In the GS = 6 group, Kaplan-Meier analysis for PSA progression-free survival was performed for ERG positive vs ERG negative (Log Rank test, p = 0.063), single ERG positive (with normal SLC45A3 and PTEN) vs the triple normal phenotype (Log Rank test, p = 0.036) (Figure 4B), and ERG positive/PTEN loss vs not ERG positive/PTEN loss (Log Rank test, p = 0.737). Single ERG alteration was associated with progression in this group of low grade tumors. In the GS = 7 PrCa, analysis was performed for ERG positive vs ERG negative (Log Rank test, p = 0.212), ERG positive/PTEN loss vs not ERG positive/PTEN loss (Log Rank test, p = 0.219), and “triple hit” vs not “triple hit” (Log Rank test, p = 0.102). Finally, in the GS ≥ 8 PrCa group, we analized GS ≥ 8 tumors with and without Gleason pattern 3 areas (Log Rank test, p = 0.503), ERG positive vs ERG negative (Log Rank test, p = 0.578), ERG positive/PTEN loss vs not ERG positive/PTEN loss (Log Rank test, p = 0.748), and “triple hit” (ERG positive/SLC45A3 loss/PTEN loss) vs “not triple hit” (Log Rank test, p = 0.031). The “triple hit” phenotype was statistically associated with PSA progression in the high GS PrCa subgroup (Figure 4C).

DISCUSSION

Rearrangements between promoters of androgen regulated genes and ETS family genes have been identified as the most common alteration in PrCa. The fusion involving TMPRSS2 and ERG accounts for 90% of the cases of fusion-associated PrCa, and the SLC45A3-ERG has been reported as the second most frequent type of ERG rearrangement in PrCa [3, 5–7, 9–11, 35, 36]. There is still controversy in the literature about the role of TMPRSS2-ERG in the development and progression of PrCa [11, 13, 15–20]. Recently, we have reported that it is not the presence of the TMPRSS2-ERG fusion but its expression levels and those of ERG mRNA what is associated to more aggressive tumors [20].
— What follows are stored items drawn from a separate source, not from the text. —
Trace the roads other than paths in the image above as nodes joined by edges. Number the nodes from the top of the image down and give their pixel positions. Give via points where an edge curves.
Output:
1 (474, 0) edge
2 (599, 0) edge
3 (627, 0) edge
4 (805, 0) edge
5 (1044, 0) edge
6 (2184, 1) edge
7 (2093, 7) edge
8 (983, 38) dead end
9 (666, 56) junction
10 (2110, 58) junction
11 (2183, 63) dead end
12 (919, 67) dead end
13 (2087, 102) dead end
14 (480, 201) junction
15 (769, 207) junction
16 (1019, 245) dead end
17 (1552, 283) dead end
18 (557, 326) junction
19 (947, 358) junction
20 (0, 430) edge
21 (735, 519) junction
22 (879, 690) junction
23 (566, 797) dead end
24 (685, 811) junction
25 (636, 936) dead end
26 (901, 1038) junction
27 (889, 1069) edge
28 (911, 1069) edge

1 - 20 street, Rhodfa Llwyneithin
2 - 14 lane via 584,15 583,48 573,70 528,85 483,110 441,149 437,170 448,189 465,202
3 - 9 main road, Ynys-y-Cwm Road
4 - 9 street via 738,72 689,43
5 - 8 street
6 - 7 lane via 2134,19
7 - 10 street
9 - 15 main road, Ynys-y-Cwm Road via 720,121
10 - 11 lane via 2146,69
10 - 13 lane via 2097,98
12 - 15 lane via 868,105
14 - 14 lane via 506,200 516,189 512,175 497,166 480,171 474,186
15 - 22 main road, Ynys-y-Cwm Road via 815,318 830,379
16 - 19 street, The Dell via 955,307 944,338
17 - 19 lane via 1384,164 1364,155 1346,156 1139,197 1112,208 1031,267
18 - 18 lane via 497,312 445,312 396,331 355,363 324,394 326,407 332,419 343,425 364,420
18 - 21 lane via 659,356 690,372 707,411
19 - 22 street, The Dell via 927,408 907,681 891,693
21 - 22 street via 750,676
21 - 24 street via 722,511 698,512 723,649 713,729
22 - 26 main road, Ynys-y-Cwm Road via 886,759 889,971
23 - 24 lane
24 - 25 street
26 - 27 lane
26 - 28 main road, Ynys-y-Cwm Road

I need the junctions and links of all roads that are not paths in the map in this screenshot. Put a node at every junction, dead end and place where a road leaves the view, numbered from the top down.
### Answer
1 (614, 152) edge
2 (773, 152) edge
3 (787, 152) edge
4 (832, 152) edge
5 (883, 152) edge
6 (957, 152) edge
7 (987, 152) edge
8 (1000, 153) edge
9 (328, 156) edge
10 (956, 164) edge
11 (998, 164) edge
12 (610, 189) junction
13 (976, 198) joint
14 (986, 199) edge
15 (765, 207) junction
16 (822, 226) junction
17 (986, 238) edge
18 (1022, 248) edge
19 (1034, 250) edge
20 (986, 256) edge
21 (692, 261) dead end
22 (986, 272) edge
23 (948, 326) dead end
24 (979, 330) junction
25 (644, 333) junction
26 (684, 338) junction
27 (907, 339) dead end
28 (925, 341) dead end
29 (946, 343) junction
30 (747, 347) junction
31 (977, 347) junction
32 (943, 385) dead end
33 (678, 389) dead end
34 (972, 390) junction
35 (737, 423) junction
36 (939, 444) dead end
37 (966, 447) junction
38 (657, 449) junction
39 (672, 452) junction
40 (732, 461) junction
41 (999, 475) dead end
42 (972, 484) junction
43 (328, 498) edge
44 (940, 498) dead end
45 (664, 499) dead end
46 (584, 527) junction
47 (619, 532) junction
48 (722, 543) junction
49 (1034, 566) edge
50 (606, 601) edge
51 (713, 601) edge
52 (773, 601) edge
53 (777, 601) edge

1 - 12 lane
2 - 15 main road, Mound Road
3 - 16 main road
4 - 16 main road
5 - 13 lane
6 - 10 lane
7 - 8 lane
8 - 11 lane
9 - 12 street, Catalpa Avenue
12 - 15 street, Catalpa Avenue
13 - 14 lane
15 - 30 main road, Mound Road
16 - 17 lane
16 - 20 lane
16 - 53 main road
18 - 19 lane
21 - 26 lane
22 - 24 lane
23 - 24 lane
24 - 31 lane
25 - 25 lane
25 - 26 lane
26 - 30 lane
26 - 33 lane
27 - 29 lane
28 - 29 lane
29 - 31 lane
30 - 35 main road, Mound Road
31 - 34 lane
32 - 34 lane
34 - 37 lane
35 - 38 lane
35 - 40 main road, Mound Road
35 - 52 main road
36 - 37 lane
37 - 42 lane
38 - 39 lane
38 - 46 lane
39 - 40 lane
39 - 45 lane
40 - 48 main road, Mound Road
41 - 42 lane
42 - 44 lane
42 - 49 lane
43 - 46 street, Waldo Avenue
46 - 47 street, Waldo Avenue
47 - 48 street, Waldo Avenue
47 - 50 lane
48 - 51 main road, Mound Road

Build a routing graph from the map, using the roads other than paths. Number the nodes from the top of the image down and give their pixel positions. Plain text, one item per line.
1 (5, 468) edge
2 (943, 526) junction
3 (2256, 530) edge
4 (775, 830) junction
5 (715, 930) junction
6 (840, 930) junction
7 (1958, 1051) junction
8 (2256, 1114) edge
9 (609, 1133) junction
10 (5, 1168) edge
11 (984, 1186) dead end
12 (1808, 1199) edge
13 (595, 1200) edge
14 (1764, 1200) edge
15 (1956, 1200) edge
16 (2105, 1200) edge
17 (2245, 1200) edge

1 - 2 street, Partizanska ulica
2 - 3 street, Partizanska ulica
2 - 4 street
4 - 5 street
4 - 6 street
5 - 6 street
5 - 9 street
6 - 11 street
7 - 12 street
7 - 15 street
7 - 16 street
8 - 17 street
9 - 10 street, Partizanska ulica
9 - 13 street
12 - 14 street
On the other hand, it has been reported that both ERG rearrangements and loss of PTEN are frequent and concomitant events that can cooperate in PrCa progression [14, 20, 26–28]. In this regard, a very recent paper [37], has found that TMPRSS2-ERG rearrangement and PTEN loss are frequently found in association with heterogeneous loss of DNA repair factors and this has been suggested to reveal an unconventional DNA damage checkpoint regulation mechanism in prostate carcinogenesis, that could have applications in new targeted therapy strategies in this tumor. In addition, the coexistence of TMPRSS2-ERG and SLC45A3-ERG rearrangements has been identified in a subset of prostate tumors [9–11]. In this regard, we have reported in a recent paper that single TMPRSS2-ERG is associated with GS ≤ 7 tumors and double rearrangements with GS ≥ 8 tumors, and also that SLC45A3-ERG is more likely to appear as a second fusion in cases already harboring the TMPRSS2-ERG rearrangement [11]. In this previous study, the presence of TMPRSS2-ERG and SLC45A3-ERG rearrangements together with a loss of PTEN expression, referred to as “triple hit”, was shown to be strongly associated with higher GS and with T3–4 stage. Thus, assessment of these three molecular changes could impact prognosis and therapeutic decision making in PrCa. In order to validate our previous results, we have analyzed the immunohistochemical expression of ERG, SLC45A3 and PTEN in a large, independent cohort of prostate tumors collected in nine TMA blocks. The concordance between the immunostaining results of ERG, SLC45A3 and PTEN through the different cores from the same patients was very high. Concordance was higher in cores with the same GS than in cores with different GS.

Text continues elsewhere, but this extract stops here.